Meditating is made more difficult by the chaos of Echols’ surroundings. The schizophrenic next door to him is a Jesus freak and likes to watch Benny Hinn all day on the shared TV set. Also, the shouting of deranged inmates never ceases, and, from what Echols says, the majority of cross-cell confabs consist of one inmate telling another how many times he’s going to stab and/or fuck him, though not necessarily in that order. All of which is hardly conducive to spiritual pursuits.

Jason, Damien, Jessie by Chad Robertson

Echols credits the discipline of Buddhism with helping him to survive being in lockdown nearly 24 hours a day, seven days a week. He’s allowed a 10-minute shower three times a week, and every other day he’s supposed to get an hour of exercise in the yard, though more often than not the guards “forget.” In the 10 years he’s been in “safe keeping” (hence the “SK” prefixed to his number), he’s been the victim of the usual prison bullshit — like the time a guard planted a shank in his cell and subsequently confined him to the hole. Were it not for Buddhism and his wife, Lorri, an architect from New York who married Echols in a Buddhist ceremony in 2000 and now lives in Little Rock, his anger at being number one of the West Memphis Three — notorious convicted kid killers and causes célèbres — would have consumed him.

“I had to do something about it. Zen Buddhism has allowed me to control that rage. Without it and without Lorri, I would have given up long ago.”

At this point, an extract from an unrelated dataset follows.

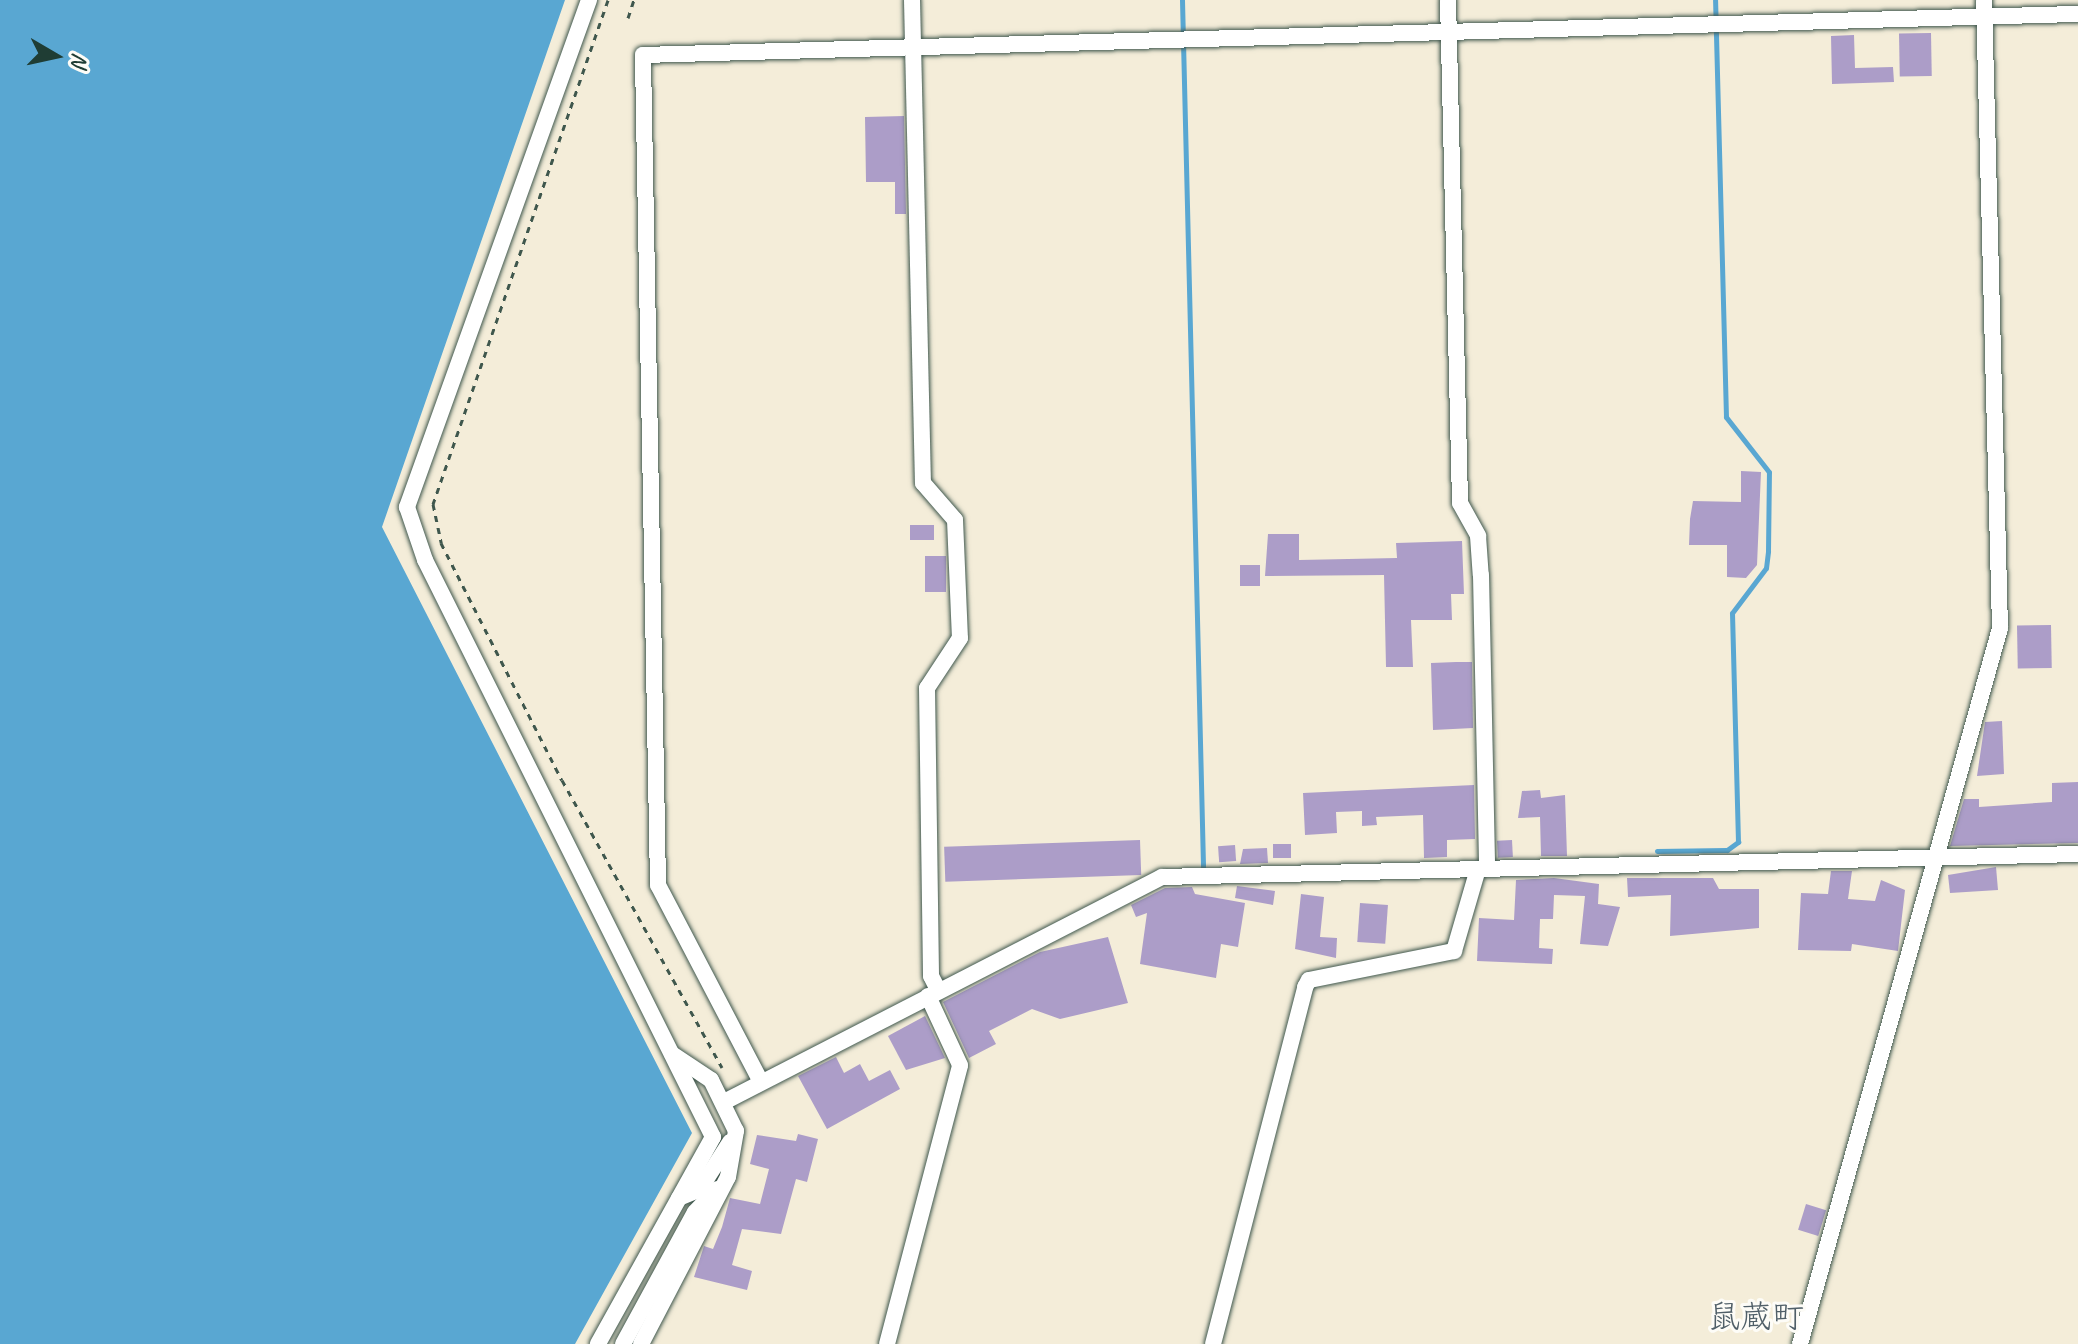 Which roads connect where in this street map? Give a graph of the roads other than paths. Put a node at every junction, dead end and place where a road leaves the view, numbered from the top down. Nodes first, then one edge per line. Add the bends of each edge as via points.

Shortly after he says this, a blue-shirted guard knocks on the door to the visitor’s cubicle and tells us it’s time. Three and a half hours have passed. Echols rises, places a hand against the glass to thank me for coming. “I actually enjoyed it,” he says, seeming somewhat surprised by the admission. As I begin to follow the guard out the door, Echols bows to me Japanese style two or three times, an unexpected act of humility that both embarrasses and saddens me.

I walk out of that red-brick sore of a building, past tall steel fencing topped with razor wire, thinking of Echols returning to that 9-by-12-foot cell. As I head back through miles of farmland to the relative civilization of Little Rock, I wonder how Echols’ life could possibly get any worse.

The answer comes about a week later when, under the cover of darkness and with no warning, Arkansas’ Department of Corrections moves all 39 men on death row at Tucker to a so-called SuperMax facility, some 90 minutes south, where they will each be held in what is essentially solitary confinement. Echols’ cell is now three concrete walls and a solid steel door with a slit through which he’ll be fed. In one wall, behind glass, is a TV set over which he has no control. He cannot even listen to classical music on his small transistor radio because the prison’s thick walls make reception impossible. It remains to be seen if he will have access to all of the books supporters send him via his wish list at Amazon.com.

From the cacophony of screams to the silence of an Orwellian dungeon, Echols’ trials seem never-ending. He’ll need all the strength he derives from his Zen exercises to endure this latest ordeal. Even then, his extreme isolation from the world is especially troubling, almost as if the prison authorities are hoping he’ll commit suicide to save them the trouble of executing him.